• INFORMATION SHOWN:
▼
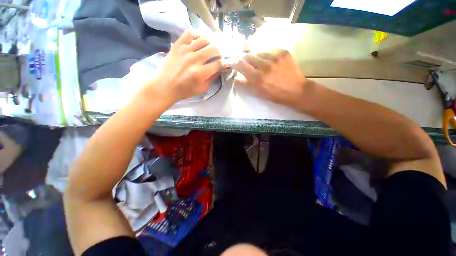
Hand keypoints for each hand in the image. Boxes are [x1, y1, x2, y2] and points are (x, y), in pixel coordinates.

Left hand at [142, 30, 222, 103]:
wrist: (165, 86)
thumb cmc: (185, 90)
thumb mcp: (202, 89)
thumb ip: (212, 79)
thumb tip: (219, 70)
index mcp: (201, 73)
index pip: (218, 64)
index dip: (224, 63)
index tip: (224, 63)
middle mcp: (195, 59)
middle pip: (213, 49)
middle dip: (219, 52)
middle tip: (218, 55)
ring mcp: (185, 50)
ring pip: (204, 39)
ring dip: (210, 43)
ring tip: (209, 48)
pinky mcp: (178, 45)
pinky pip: (189, 33)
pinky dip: (196, 35)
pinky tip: (198, 41)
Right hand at [235, 49, 311, 106]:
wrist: (296, 90)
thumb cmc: (275, 95)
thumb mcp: (258, 93)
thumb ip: (246, 85)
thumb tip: (235, 78)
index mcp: (258, 78)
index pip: (240, 64)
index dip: (235, 63)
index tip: (234, 64)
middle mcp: (265, 66)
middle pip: (248, 56)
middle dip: (245, 60)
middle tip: (247, 64)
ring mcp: (275, 57)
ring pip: (258, 52)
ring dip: (256, 57)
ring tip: (260, 63)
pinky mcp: (283, 52)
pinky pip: (269, 50)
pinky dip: (266, 55)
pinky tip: (270, 61)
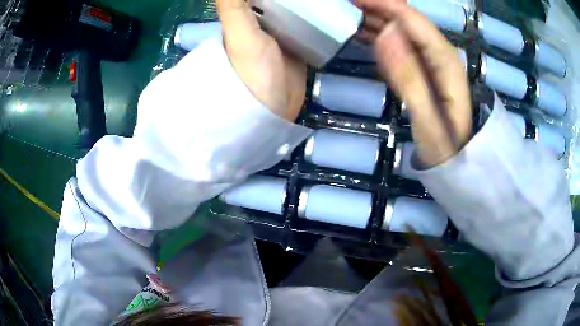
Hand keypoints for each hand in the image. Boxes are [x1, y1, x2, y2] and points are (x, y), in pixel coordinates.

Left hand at [216, 0, 306, 121]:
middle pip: (278, 1)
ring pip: (295, 10)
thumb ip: (233, 5)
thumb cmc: (250, 71)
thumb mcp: (239, 32)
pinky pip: (308, 26)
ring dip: (307, 3)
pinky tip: (330, 9)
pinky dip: (316, 17)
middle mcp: (262, 22)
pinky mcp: (298, 46)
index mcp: (245, 17)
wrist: (271, 109)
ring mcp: (282, 34)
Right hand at [356, 0, 471, 166]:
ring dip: (374, 17)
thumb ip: (410, 78)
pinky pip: (397, 42)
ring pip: (399, 28)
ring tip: (346, 13)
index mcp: (444, 58)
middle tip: (345, 4)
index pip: (411, 18)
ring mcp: (429, 58)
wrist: (457, 158)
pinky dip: (377, 33)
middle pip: (405, 19)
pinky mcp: (421, 66)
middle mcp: (437, 51)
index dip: (383, 3)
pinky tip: (361, 32)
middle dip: (376, 6)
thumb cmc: (446, 144)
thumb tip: (386, 34)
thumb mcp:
▲
• TASK INSTRUCTIONS: Could you copy every record exactly, without the pictures?

• OUTPUT OF THE TASK:
Hand keypoints for each hand in the image. Boxes are [x1, y1, x2, y2] and points are (x, y), in pixel coordinates.

Left hand at [142, 30, 222, 103]:
wrist: (165, 86)
thumb cmc: (185, 90)
thumb mcp: (202, 89)
thumb ip: (212, 79)
thumb tip: (219, 70)
index mcp: (201, 73)
index pip: (218, 64)
index dip: (224, 63)
index tip: (224, 63)
middle mcp: (195, 59)
middle pip: (213, 49)
middle dip: (219, 52)
middle tip: (218, 55)
ring mcp: (185, 50)
ring pip: (204, 39)
ring dip: (210, 43)
ring tip: (209, 48)
pinky mcp: (178, 45)
pinky pip: (189, 33)
pinky dip: (196, 35)
pinky tip: (198, 41)
Right hand at [235, 49, 311, 106]:
wrist: (296, 90)
thumb cmc: (275, 95)
thumb mcp: (258, 93)
thumb ip: (246, 85)
thumb tip: (235, 78)
index mcp: (258, 78)
index pip: (240, 64)
index dip: (235, 63)
index tip: (234, 64)
middle mcp: (265, 66)
middle pip: (248, 56)
middle dip: (245, 60)
middle tip: (247, 64)
ring mcp: (275, 57)
ring pip: (258, 52)
ring dip: (256, 57)
ring tip: (260, 63)
pinky mcp: (283, 52)
pinky pip: (269, 50)
pinky dip: (266, 55)
pinky tip: (270, 61)
Hand keypoints for each hand in the image. Boxes are [x1, y1, x2, y2] and points are (x, y), in pixel coordinates.

Left hand at [216, 0, 306, 121]:
middle pip: (278, 1)
ring pip: (295, 10)
thumb ip: (233, 5)
thumb cmc: (250, 71)
thumb mcp: (239, 32)
pinky pip: (308, 26)
ring dip: (307, 3)
pinky tip: (330, 9)
pinky dip: (316, 17)
middle mcp: (262, 22)
pinky mcp: (298, 46)
index mcp: (245, 17)
wrist: (271, 109)
ring mcp: (282, 34)
Right hand at [356, 0, 471, 166]:
ring dip: (374, 17)
thumb ip: (410, 78)
pinky pip: (397, 42)
ring pip: (399, 28)
ring tip: (346, 13)
index mcp: (444, 58)
middle tip: (345, 4)
index pip: (411, 18)
ring mcp: (429, 58)
wrist: (457, 158)
pinky dip: (377, 33)
middle pip: (405, 19)
pinky mcp: (421, 66)
middle mcp: (437, 51)
index dip: (383, 3)
pinky tip: (361, 32)
middle dip: (376, 6)
thumb cmc: (446, 144)
thumb tip: (386, 34)
thumb mcp:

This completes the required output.